Winterizing Motorcycle

Winterizing Your Motorcycle

A little time spent in the fall will save lots of money and frustration in the spring.
I will share a plan that will help get you riding in the spring, rather than waiting to get your bike in to be worked on. There are very few two stroke street bikes left in the world so we will assume, for the street, that we are working on a four stroke bike.

                  ROAD GOING MOTORCYCLES 

1. Store your bike with a full tank.  Fill your gas tank with the best gas you can get. Go to a popular gas station and top up on premium.   Add the recommended amount of fuel stabilizer (Sta-bil®) or a like product. The ride home will mix the stabilizer and transfer it throughout the fuel system. The main function of this is reducing the volume of air inside the tank. The tank can’t rust if it is full of gas. The fuel stabilizer keeps the gasoline in the tank from going stale which means that the part that burns well evaporates off. The stabilizer also keeps a strange form of living organism from growing in the gas.
2. Carbureted machines need to be stored with the carburetors dry! Tune the fuel valve to the off position; you should do this any time you are not riding. If you look at your fuel valve and see no off position to select, place it in the on or run position (this valve style is automatic and shuts it’s self off when the engine is not running).  On the very bottom of the carburetor you will find a drain screw, turn this screw out three or four turns, do not remove it just loosen it. The fuel that is in the carburetor will drain out on to the floor so place a rag or bowl under the drain tubes to catch this gas. Then turn the screw back in snugly.  What you are trying to avoid in this step is having to clean your carburetors do to the residue left after the gasoline evaporates away.   Be cautious of the fuel igniting, do not drain the fuel in the presents of any source of ignition, like a lit cigarettes. I personally know a mechanic that was burned when static spark from a shop rag ignited gasoline on his hands and face, so this is not a mater to be taken lightly. Fuel injected bikes are some easier in that the fuel remaining in the system is under pressure and cannot evaporate away like it can in a carburetor float bowl.  Filling the tank and draining the carbs (when applicable) should take care of the fuel system.
 3. Now on to the battery. The Batteries that any good brand of motorcycle come with are of very good quality and with proper care can last astonishingly well, I have seen fifteen years, however most do not get the care they need to give this service life. What the manufactures recommend is remove the battery from the bike, then charge it, place it in a cool dry location, and put it on the charger about every three weeks. Since that is not going to happen, there is the battery tender or (float charger).  This is a charger that you can put on your bike and leave it there till spring. You install the lead wires for the charger on to the battery in the bike, then whenever the bike is setting for a week or two just plug it in an forget it. For less than $35.00 you can protect your battery for many years.
4. Storage. Carefully pick the place you store your bike. Will there be stuff moved around it? Many bikes come out of storage with dings and dents that they didn’t go in with. Are there mice? Mice find air filters to be the perfect composition for nesting and wiring to be a delicacy, so some poison around in the area is a good idea. Is their electricity for the battery tender? If  your storage options do not include electricity, then pull the battery out and store it somewhere that you can hook it up a forget it until spring. Next consider the floor in the pace you plan to put the bike. If it is not made of concrete there is a chance that the floor may get soft and allow the side stand to sink in and allow the bike to tip over. This can easy happen on a dirt floor when the frost goes out, water runs in and softens the floor.  So if you are storing on a dirt floor put something under the kick stand to keep it from sinking in.
5. Oil changes.  Many people consider an oil change to be part of the process in preparation for storage, and there is a fair argument for this practice. I favor a spring oil change; this removes any condensation from the crank case.   So you can forgo the oil change until spring, but don’t forget to do it and to use a motorcycle grade oil and high quality filter.

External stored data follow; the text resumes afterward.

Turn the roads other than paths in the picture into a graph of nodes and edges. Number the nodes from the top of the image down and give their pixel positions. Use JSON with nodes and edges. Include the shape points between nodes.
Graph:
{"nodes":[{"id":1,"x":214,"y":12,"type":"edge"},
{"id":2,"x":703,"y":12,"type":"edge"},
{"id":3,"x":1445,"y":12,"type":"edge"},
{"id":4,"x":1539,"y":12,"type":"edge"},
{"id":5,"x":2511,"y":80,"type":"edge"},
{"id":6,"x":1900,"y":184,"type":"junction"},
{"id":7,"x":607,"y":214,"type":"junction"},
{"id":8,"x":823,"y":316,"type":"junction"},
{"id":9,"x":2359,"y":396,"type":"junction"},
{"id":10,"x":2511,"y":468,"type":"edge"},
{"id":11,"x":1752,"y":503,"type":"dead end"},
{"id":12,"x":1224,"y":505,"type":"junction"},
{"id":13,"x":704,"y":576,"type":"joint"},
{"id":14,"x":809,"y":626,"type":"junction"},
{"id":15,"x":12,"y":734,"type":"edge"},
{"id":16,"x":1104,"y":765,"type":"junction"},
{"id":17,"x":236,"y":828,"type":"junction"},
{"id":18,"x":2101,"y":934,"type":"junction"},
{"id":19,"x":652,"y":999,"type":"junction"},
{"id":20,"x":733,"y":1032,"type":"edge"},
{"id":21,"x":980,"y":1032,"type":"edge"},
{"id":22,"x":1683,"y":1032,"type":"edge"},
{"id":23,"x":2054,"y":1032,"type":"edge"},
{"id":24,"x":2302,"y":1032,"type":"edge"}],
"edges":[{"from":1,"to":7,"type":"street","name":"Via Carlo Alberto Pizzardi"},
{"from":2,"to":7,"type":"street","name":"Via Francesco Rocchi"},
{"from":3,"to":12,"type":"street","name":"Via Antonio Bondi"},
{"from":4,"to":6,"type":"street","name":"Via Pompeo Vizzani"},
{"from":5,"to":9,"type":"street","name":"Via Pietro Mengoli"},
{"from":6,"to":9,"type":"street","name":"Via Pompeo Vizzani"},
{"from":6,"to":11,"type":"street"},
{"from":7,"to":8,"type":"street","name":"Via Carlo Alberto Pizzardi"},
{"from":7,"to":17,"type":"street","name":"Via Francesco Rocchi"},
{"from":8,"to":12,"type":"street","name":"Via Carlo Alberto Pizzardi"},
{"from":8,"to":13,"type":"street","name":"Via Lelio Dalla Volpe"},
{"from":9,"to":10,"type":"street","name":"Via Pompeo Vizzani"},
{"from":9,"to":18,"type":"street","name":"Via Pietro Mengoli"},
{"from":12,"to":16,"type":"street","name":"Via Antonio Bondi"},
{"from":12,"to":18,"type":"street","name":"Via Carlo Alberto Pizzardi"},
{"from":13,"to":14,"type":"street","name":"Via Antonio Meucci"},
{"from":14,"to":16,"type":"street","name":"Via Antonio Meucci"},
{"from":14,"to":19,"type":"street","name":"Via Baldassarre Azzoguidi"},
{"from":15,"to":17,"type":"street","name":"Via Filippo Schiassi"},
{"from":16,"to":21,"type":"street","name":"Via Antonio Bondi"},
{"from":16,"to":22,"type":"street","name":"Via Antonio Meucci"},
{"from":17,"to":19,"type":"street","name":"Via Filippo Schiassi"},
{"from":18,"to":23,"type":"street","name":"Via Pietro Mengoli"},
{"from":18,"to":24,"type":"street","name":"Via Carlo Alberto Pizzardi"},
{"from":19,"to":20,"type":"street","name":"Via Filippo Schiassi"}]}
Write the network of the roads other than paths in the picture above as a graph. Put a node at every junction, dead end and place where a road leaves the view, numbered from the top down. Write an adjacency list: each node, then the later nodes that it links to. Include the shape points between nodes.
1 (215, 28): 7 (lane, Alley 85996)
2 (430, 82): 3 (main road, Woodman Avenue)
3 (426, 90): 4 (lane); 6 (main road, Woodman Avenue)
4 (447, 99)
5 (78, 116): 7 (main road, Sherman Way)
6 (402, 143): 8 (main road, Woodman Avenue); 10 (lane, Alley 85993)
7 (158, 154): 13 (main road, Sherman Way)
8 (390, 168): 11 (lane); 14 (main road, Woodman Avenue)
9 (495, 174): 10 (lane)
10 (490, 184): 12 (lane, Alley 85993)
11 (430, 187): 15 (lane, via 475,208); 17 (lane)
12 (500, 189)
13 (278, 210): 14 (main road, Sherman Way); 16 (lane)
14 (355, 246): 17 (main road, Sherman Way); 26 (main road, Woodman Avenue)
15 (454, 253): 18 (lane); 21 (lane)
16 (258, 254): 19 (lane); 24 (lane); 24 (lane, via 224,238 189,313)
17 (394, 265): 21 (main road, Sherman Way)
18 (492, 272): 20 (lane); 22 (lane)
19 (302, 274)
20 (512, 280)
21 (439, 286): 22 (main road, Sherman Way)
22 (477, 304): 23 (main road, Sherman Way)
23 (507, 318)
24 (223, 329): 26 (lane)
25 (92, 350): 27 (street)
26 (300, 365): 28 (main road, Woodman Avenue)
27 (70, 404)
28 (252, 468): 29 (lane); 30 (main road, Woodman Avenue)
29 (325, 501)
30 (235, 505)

                  OFF ROAD MOTORCYCLES   

For off road bikes, four stroke motor the process is the same as road going bikes with one exception. If you have a plastic gas tank you should drain it. Most newer off road bikes have plastic tanks, where older units are likely to be steel that will rust. A plastic tank will have gas vapor escaping through the sides of the tank all winter, this will stain the plastic and loosen any decals on the tank.
Two stroke motors are special; all the other rules apply plus a new one. Because a two stroke doesn’t have oil in the crank case, the crank shaft Barings need protection from condensation while stored. The process for protecting the crank is called fogging. Fogging is done by removing the air filter and spraying “fogging oil” in to the intake of the carburetor, with the motor running, do this until the engine quits. This fowls the spark plug, so the spark plug must be replaced when you restart the bike in the spring.